• **Exercise**
In the entries below, some lines hold the string "edges"; please say how many, giving the number and nothing else.

Collected data:
[Start of Attachment]

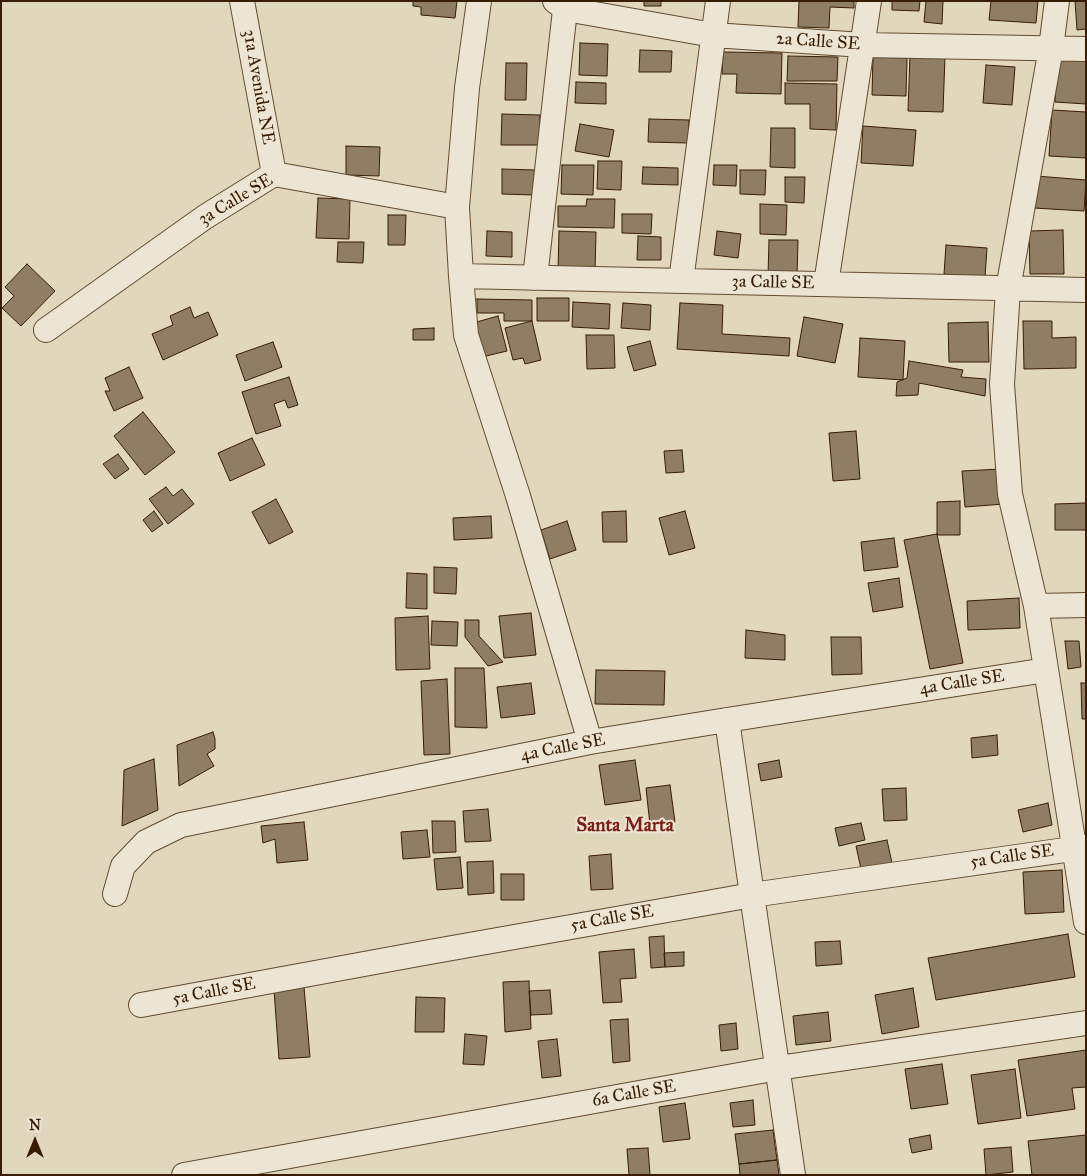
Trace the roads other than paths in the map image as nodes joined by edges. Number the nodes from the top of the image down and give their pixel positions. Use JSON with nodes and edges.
{"nodes":[{"id":1,"x":242,"y":1,"type":"edge"},
{"id":2,"x":479,"y":1,"type":"edge"},
{"id":3,"x":718,"y":1,"type":"edge"},
{"id":4,"x":869,"y":1,"type":"edge"},
{"id":5,"x":1057,"y":1,"type":"edge"},
{"id":6,"x":562,"y":4,"type":"edge"},
{"id":7,"x":713,"y":35,"type":"junction"},
{"id":8,"x":863,"y":45,"type":"junction"},
{"id":9,"x":1051,"y":48,"type":"junction"},
{"id":10,"x":1086,"y":48,"type":"edge"},
{"id":11,"x":274,"y":174,"type":"junction"},
{"id":12,"x":457,"y":207,"type":"junction"},
{"id":13,"x":461,"y":276,"type":"junction"},
{"id":14,"x":535,"y":278,"type":"junction"},
{"id":15,"x":681,"y":281,"type":"junction"},
{"id":16,"x":826,"y":284,"type":"junction"},
{"id":17,"x":1008,"y":289,"type":"junction"},
{"id":18,"x":1086,"y":290,"type":"edge"},
{"id":19,"x":46,"y":330,"type":"dead end"},
{"id":20,"x":1086,"y":605,"type":"edge"},
{"id":21,"x":1036,"y":606,"type":"junction"},
{"id":22,"x":1046,"y":670,"type":"junction"},
{"id":23,"x":727,"y":720,"type":"junction"},
{"id":24,"x":590,"y":742,"type":"junction"},
{"id":25,"x":1080,"y":848,"type":"edge"},
{"id":26,"x":115,"y":894,"type":"dead end"},
{"id":27,"x":752,"y":894,"type":"junction"},
{"id":28,"x":1086,"y":922,"type":"edge"},
{"id":29,"x":141,"y":1005,"type":"dead end"},
{"id":30,"x":1086,"y":1022,"type":"edge"},
{"id":31,"x":778,"y":1068,"type":"junction"},
{"id":32,"x":184,"y":1175,"type":"edge"},
{"id":33,"x":794,"y":1175,"type":"edge"}],
"edges":[{"from":1,"to":11,"type":"street","name":"31a Avenida NE"},
{"from":2,"to":12,"type":"street"},
{"from":3,"to":7,"type":"street"},
{"from":4,"to":8,"type":"street"},
{"from":5,"to":9,"type":"street"},
{"from":6,"to":7,"type":"street","name":"2a Calle SE"},
{"from":6,"to":14,"type":"street"},
{"from":7,"to":8,"type":"street","name":"2a Calle SE"},
{"from":7,"to":15,"type":"street"},
{"from":8,"to":9,"type":"street","name":"2a Calle SE"},
{"from":8,"to":16,"type":"street"},
{"from":9,"to":10,"type":"street","name":"2a Calle SE"},
{"from":9,"to":17,"type":"street"},
{"from":11,"to":12,"type":"street","name":"3a Calle SE"},
{"from":11,"to":19,"type":"street","name":"3a Calle SE"},
{"from":12,"to":13,"type":"street"},
{"from":13,"to":14,"type":"street","name":"3a Calle SE"},
{"from":13,"to":24,"type":"street"},
{"from":14,"to":15,"type":"street","name":"3a Calle SE"},
{"from":15,"to":16,"type":"street","name":"3a Calle SE"},
{"from":16,"to":17,"type":"street","name":"3a Calle SE"},
{"from":17,"to":18,"type":"street","name":"3a Calle SE"},
{"from":17,"to":21,"type":"street"},
{"from":20,"to":21,"type":"street"},
{"from":21,"to":22,"type":"street"},
{"from":22,"to":23,"type":"street","name":"4a Calle SE"},
{"from":22,"to":25,"type":"street"},
{"from":23,"to":24,"type":"street","name":"4a Calle SE"},
{"from":23,"to":27,"type":"street"},
{"from":24,"to":26,"type":"street","name":"4a Calle SE"},
{"from":25,"to":27,"type":"street","name":"5a Calle SE"},
{"from":25,"to":28,"type":"street"},
{"from":27,"to":29,"type":"street","name":"5a Calle SE"},
{"from":27,"to":31,"type":"street"},
{"from":30,"to":31,"type":"street","name":"6a Calle SE"},
{"from":31,"to":32,"type":"street","name":"6a Calle SE"},
{"from":31,"to":33,"type":"street"}]}
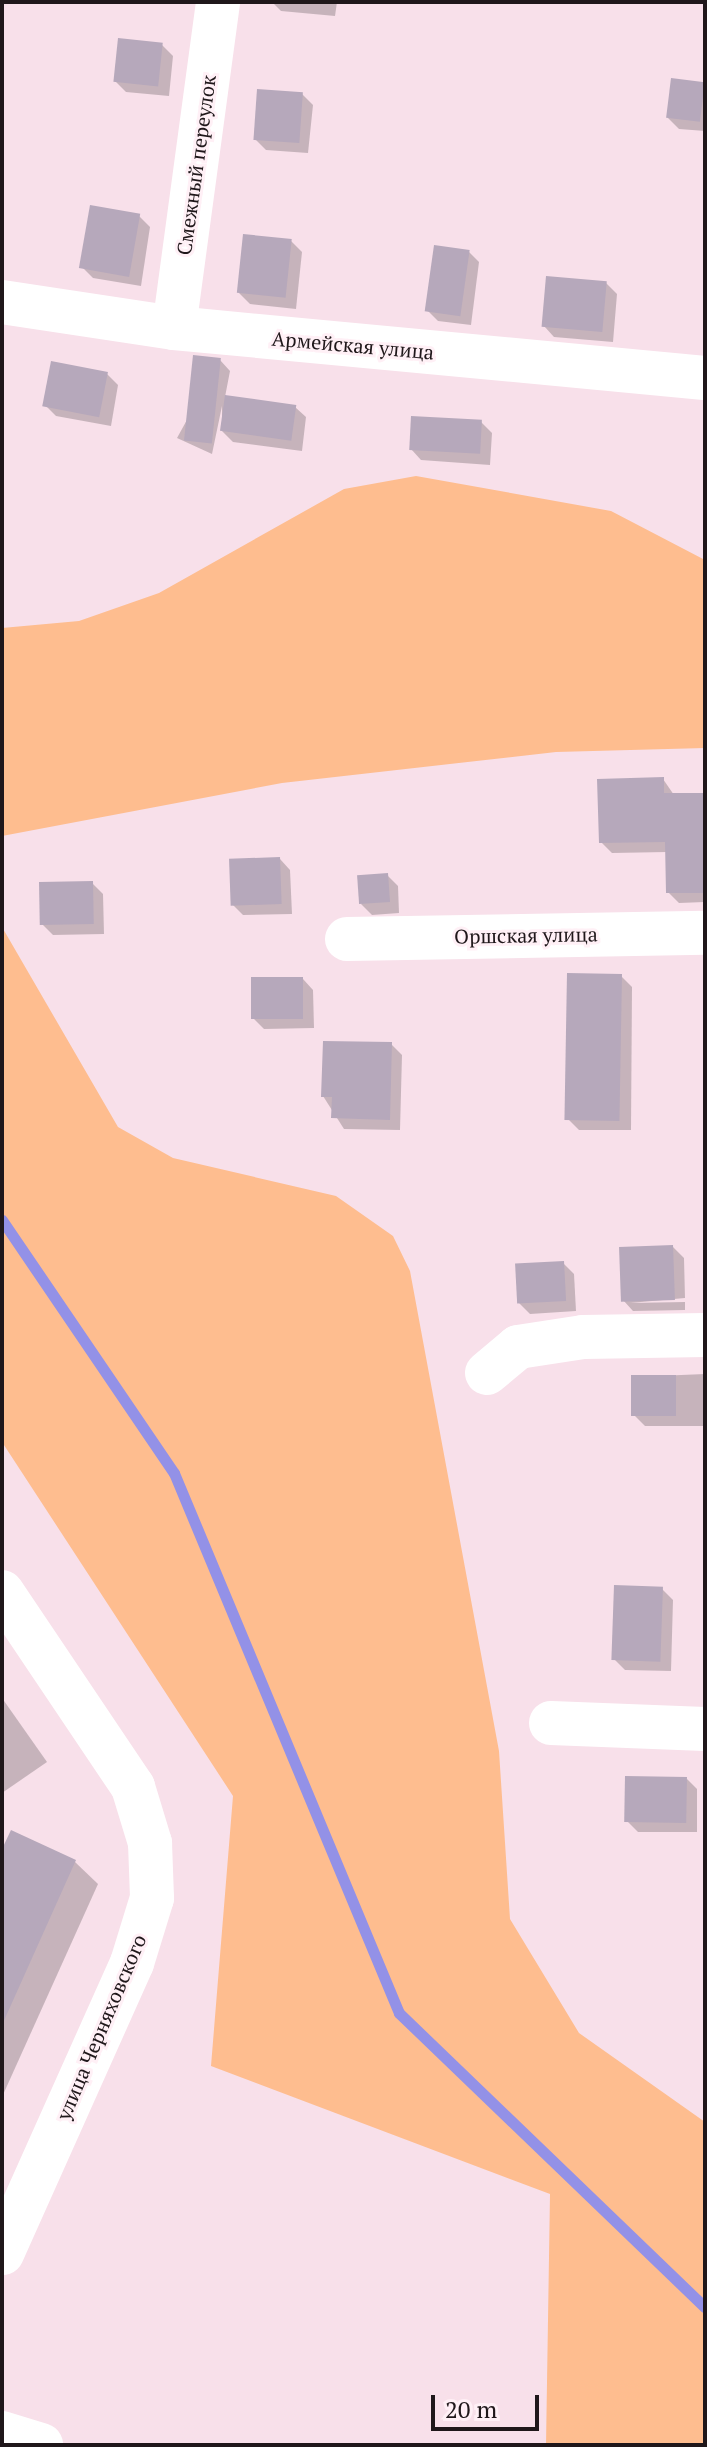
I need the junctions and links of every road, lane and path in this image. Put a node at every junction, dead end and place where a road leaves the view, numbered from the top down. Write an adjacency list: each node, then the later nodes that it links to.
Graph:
1 (218, 2): 3 (street, Смежный переулок)
2 (2, 302): 3 (street, Армейская улица)
3 (174, 328): 4 (street, Армейская улица)
4 (705, 378)
5 (705, 933): 6 (street, Оршская улица)
6 (347, 939)
7 (705, 1335): 8 (street)
8 (487, 1373)
9 (2, 1592): 12 (street, улица Черняховского)
10 (551, 1723): 11 (street)
11 (705, 1729)
12 (2, 2253)
13 (2, 2433): 14 (street)
14 (41, 2445)

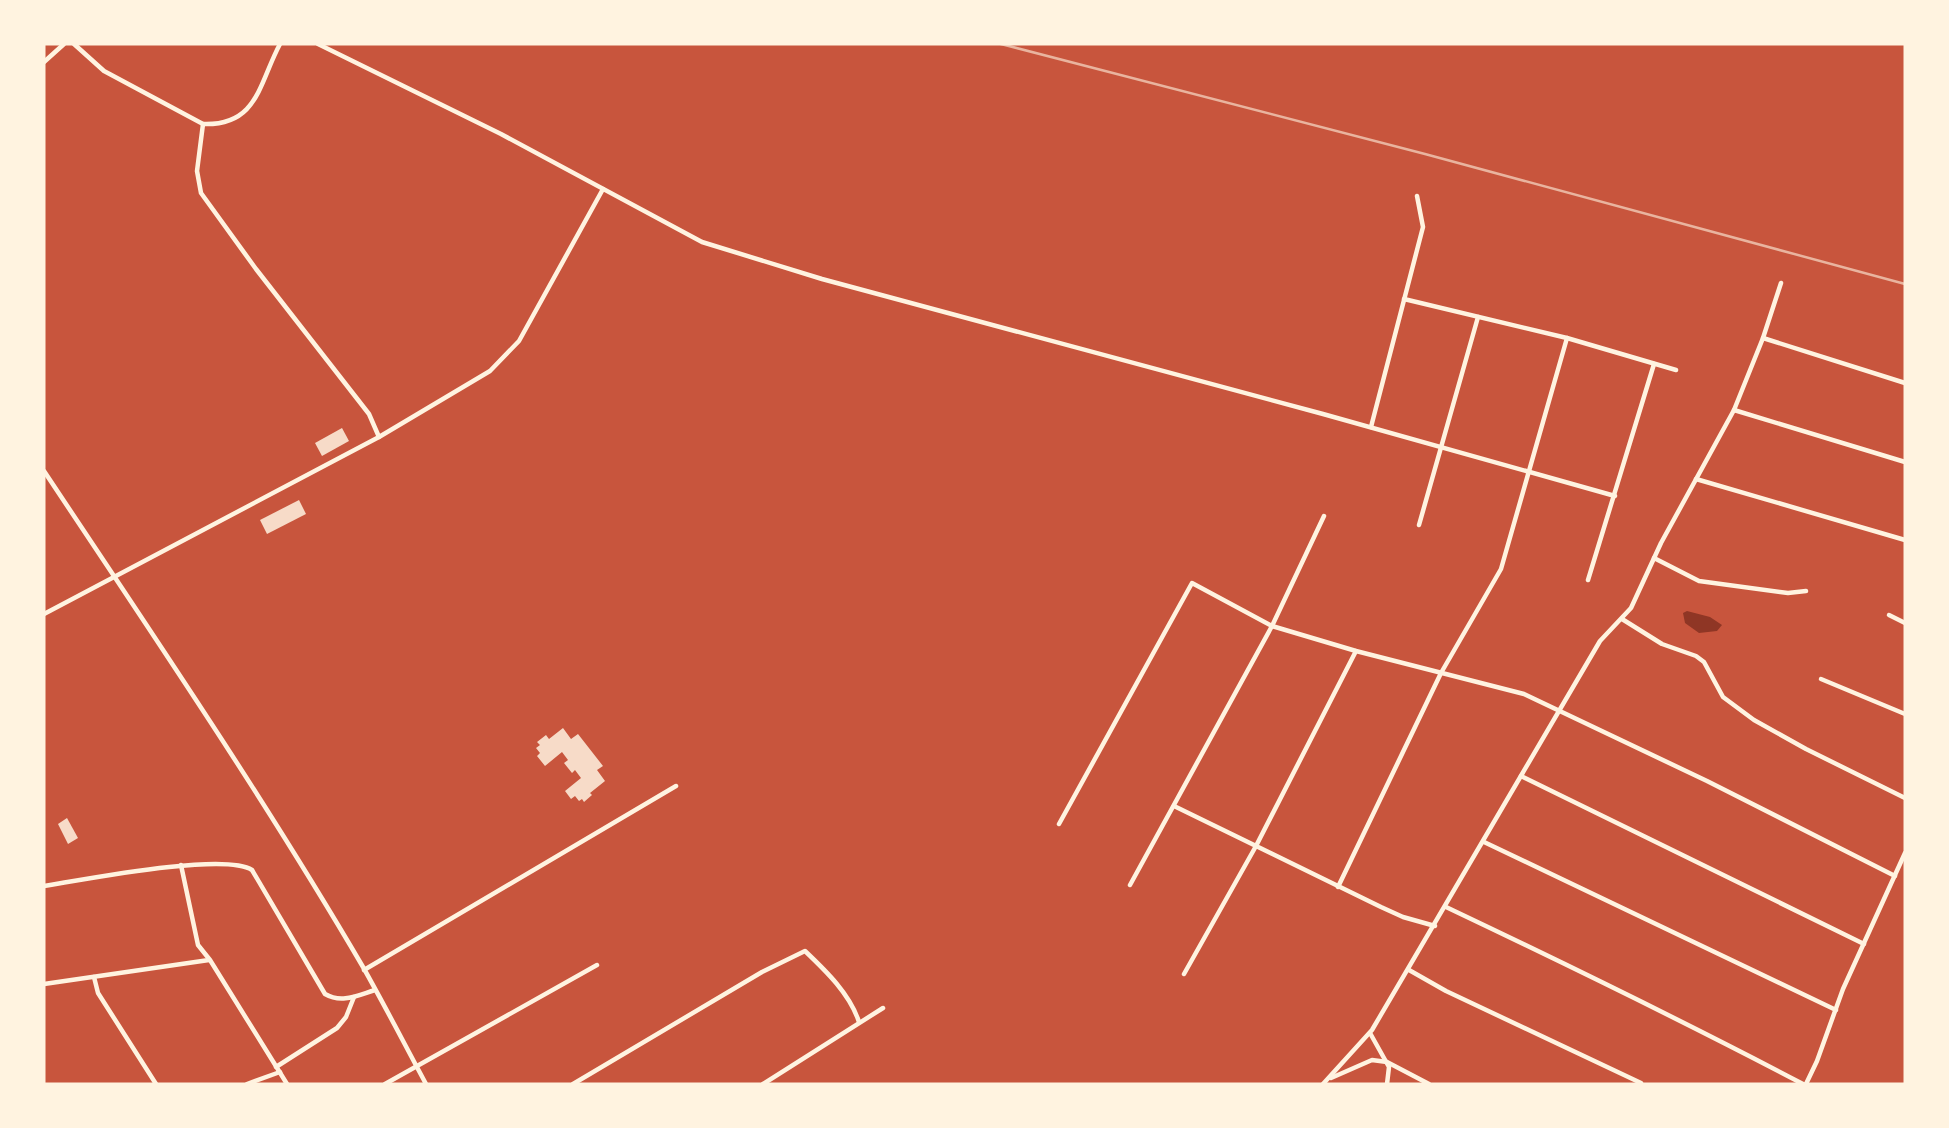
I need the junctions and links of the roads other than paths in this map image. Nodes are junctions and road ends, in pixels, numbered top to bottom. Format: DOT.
graph roads {
  1 [pos="64,44"];
  2 [pos="74,44"];
  3 [pos="280,44"];
  4 [pos="318,44"];
  5 [pos="44,62"];
  6 [pos="203,124"];
  7 [pos="603,189"];
  8 [pos="1417,196"];
  9 [pos="1781,283"];
  10 [pos="1404,299"];
  11 [pos="1478,317"];
  12 [pos="1567,338"];
  13 [pos="1763,338"];
  14 [pos="1654,364"];
  15 [pos="1676,370"];
  16 [pos="1905,383"];
  17 [pos="1734,410"];
  18 [pos="1371,427"];
  19 [pos="379,437"];
  20 [pos="1442,447"];
  21 [pos="1905,462"];
  22 [pos="44,471"];
  23 [pos="1530,472"];
  24 [pos="1696,479"];
  25 [pos="1615,496"];
  26 [pos="1324,516"];
  27 [pos="1419,525"];
  28 [pos="1905,540"];
  29 [pos="1654,558"];
  30 [pos="114,577"];
  31 [pos="1588,580"];
  32 [pos="1806,591"];
  33 [pos="44,614"];
  34 [pos="1889,615"];
  35 [pos="1622,619"];
  36 [pos="1905,623"];
  37 [pos="1272,626"];
  38 [pos="1356,651"];
  39 [pos="1441,673"];
  40 [pos="1821,679"];
  41 [pos="1560,711"];
  42 [pos="1905,714"];
  43 [pos="1521,776"];
  44 [pos="676,786"];
  45 [pos="1905,798"];
  46 [pos="1174,806"];
  47 [pos="1059,824"];
  48 [pos="1484,842"];
  49 [pos="1256,846"];
  50 [pos="1905,853"];
  51 [pos="181,865"];
  52 [pos="1895,876"];
  53 [pos="1130,885"];
  54 [pos="44,886"];
  55 [pos="1338,887"];
  56 [pos="1446,907"];
  57 [pos="1434,926"];
  58 [pos="1864,944"];
  59 [pos="210,960"];
  60 [pos="597,965"];
  61 [pos="364,970"];
  62 [pos="1409,970"];
  63 [pos="1184,974"];
  64 [pos="94,977"];
  65 [pos="44,984"];
  66 [pos="374,990"];
  67 [pos="354,997"];
  68 [pos="883,1008"];
  69 [pos="1836,1010"];
  70 [pos="859,1022"];
  71 [pos="1370,1032"];
  72 [pos="1387,1062"];
  73 [pos="276,1067"];
  74 [pos="417,1067"];
  75 [pos="280,1072"];
  76 [pos="1328,1079"];
  77 [pos="1641,1083"];
  78 [pos="156,1084"];
  79 [pos="247,1084"];
  80 [pos="287,1084"];
  81 [pos="385,1084"];
  82 [pos="426,1084"];
  83 [pos="573,1084"];
  84 [pos="762,1084"];
  85 [pos="1323,1084"];
  86 [pos="1387,1084"];
  87 [pos="1429,1084"];
  88 [pos="1805,1084"];
  1 -- 5 [label="street"];
  2 -- 6 [label="street"];
  3 -- 6 [label="street"];
  4 -- 7 [label="street"];
  6 -- 19 [label="street"];
  7 -- 18 [label="street"];
  7 -- 19 [label="street"];
  8 -- 10 [label="street"];
  9 -- 13 [label="street"];
  10 -- 11 [label="street"];
  10 -- 18 [label="street"];
  11 -- 12 [label="street"];
  11 -- 20 [label="street"];
  12 -- 14 [label="street"];
  12 -- 23 [label="street"];
  13 -- 16 [label="street"];
  13 -- 17 [label="street"];
  14 -- 15 [label="street"];
  14 -- 25 [label="street"];
  17 -- 21 [label="street"];
  17 -- 24 [label="street"];
  18 -- 20 [label="street"];
  19 -- 30 [label="street"];
  20 -- 23 [label="street"];
  20 -- 27 [label="street"];
  22 -- 30 [label="street"];
  23 -- 25 [label="street"];
  23 -- 39 [label="street"];
  24 -- 28 [label="street"];
  24 -- 29 [label="street"];
  25 -- 31 [label="street"];
  26 -- 37 [label="street"];
  29 -- 32 [label="street"];
  29 -- 35 [label="street"];
  30 -- 33 [label="street"];
  30 -- 61 [label="street"];
  34 -- 36 [label="street"];
  35 -- 41 [label="street"];
  35 -- 45 [label="street"];
  37 -- 38 [label="street"];
  37 -- 46 [label="street"];
  37 -- 47 [label="street"];
  38 -- 39 [label="street"];
  38 -- 49 [label="street"];
  39 -- 41 [label="street"];
  39 -- 55 [label="street"];
  40 -- 42 [label="street"];
  41 -- 43 [label="street"];
  41 -- 52 [label="street"];
  43 -- 48 [label="street"];
  43 -- 58 [label="street"];
  44 -- 61 [label="street"];
  46 -- 49 [label="street"];
  46 -- 53 [label="street"];
  48 -- 56 [label="street"];
  48 -- 69 [label="street"];
  49 -- 55 [label="street"];
  49 -- 63 [label="street"];
  50 -- 52 [label="street"];
  51 -- 54 [label="street"];
  51 -- 59 [label="street"];
  51 -- 67 [label="street"];
  52 -- 58 [label="street"];
  55 -- 57 [label="street"];
  56 -- 57 [label="street"];
  56 -- 88 [label="street"];
  57 -- 62 [label="street"];
  58 -- 69 [label="street"];
  59 -- 64 [label="street"];
  59 -- 73 [label="street"];
  60 -- 74 [label="street"];
  61 -- 66 [label="street"];
  62 -- 71 [label="street"];
  62 -- 77 [label="street"];
  64 -- 65 [label="street"];
  64 -- 78 [label="street"];
  66 -- 67 [label="street"];
  66 -- 74 [label="street"];
  67 -- 73 [label="street"];
  68 -- 70 [label="street"];
  69 -- 88 [label="street"];
  70 -- 83 [label="street"];
  70 -- 84 [label="street"];
  71 -- 72 [label="street"];
  71 -- 76 [label="street"];
  72 -- 76 [label="street"];
  72 -- 86 [label="street"];
  72 -- 87 [label="street"];
  73 -- 75 [label="street"];
  74 -- 81 [label="street"];
  74 -- 82 [label="street"];
  75 -- 79 [label="street"];
  75 -- 80 [label="street"];
  76 -- 85 [label="street"];
}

[End of Attachment]

• **Response for this exercise**
2